Damit Hautkrebs entstehen kann, muss sich eine Hautzelle (Keratinozyt) ungehindert vermehren können (Proliferation) und darf nicht aus den tieferen Hautschichten (Stratum basale) an die Oberfläche (Stratum corneum) wandern, um sich dabei zur spezialisierten Hautzelle auszubilden (Differenzierung). Eine Krebszelle hat gegenüber einer normalen Zelle auch die Fähigkeit verloren, auf so genannte Zell-Selbstmord-Signale (Apoptose) zu hören.

Zell-Differenzierung entscheidend für Hautkrebsentstehung

Bisher ging man davon aus, dass der entscheidende Prozess der Hautkrebsentstehung die Proliferation, also die Vermehrung der Vorläufer-Zellen sei.

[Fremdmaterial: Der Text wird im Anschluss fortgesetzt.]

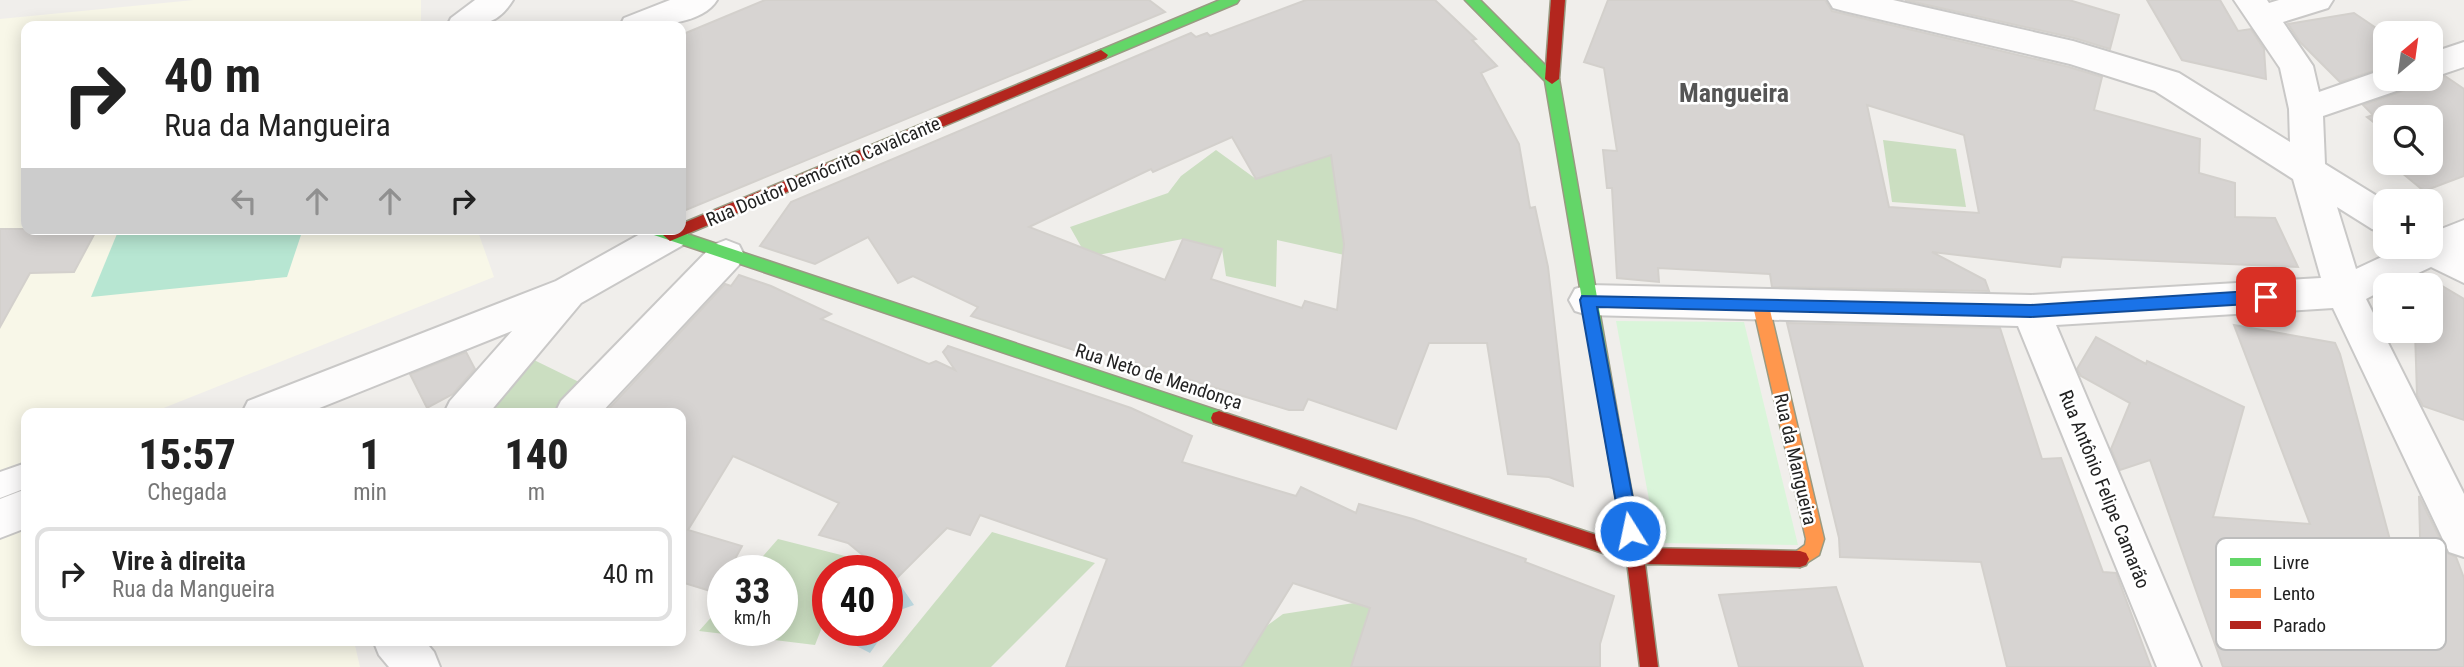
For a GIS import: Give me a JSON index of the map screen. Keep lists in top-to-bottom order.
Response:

Baccarini bewies nun zum ersten Mal mit ihren Experimenten im Mausmodell, dass bei Hautkrebs die Signalweiterleitung des Ras-Onkogens an das Protein Raf-1 gekoppelt ist. Unerwartet jedoch war, dass Raf-1 im Prozess der Differenzierung und nicht - wie bisher angenommen - in der Proliferation die Schlüsselrolle spielt. Hatten Mäuse Tumore an der Hautoberfläche, bildeten sich diese vollständig zurück, sobald man das Raf-1 Protein experimentell unterdrückte. Mäuse, denen Raf-1 in der Haut fehlte, bildeten gar keine Hauttumore aus und das, obwohl der Ras-Signalweg auf vollen Touren lief.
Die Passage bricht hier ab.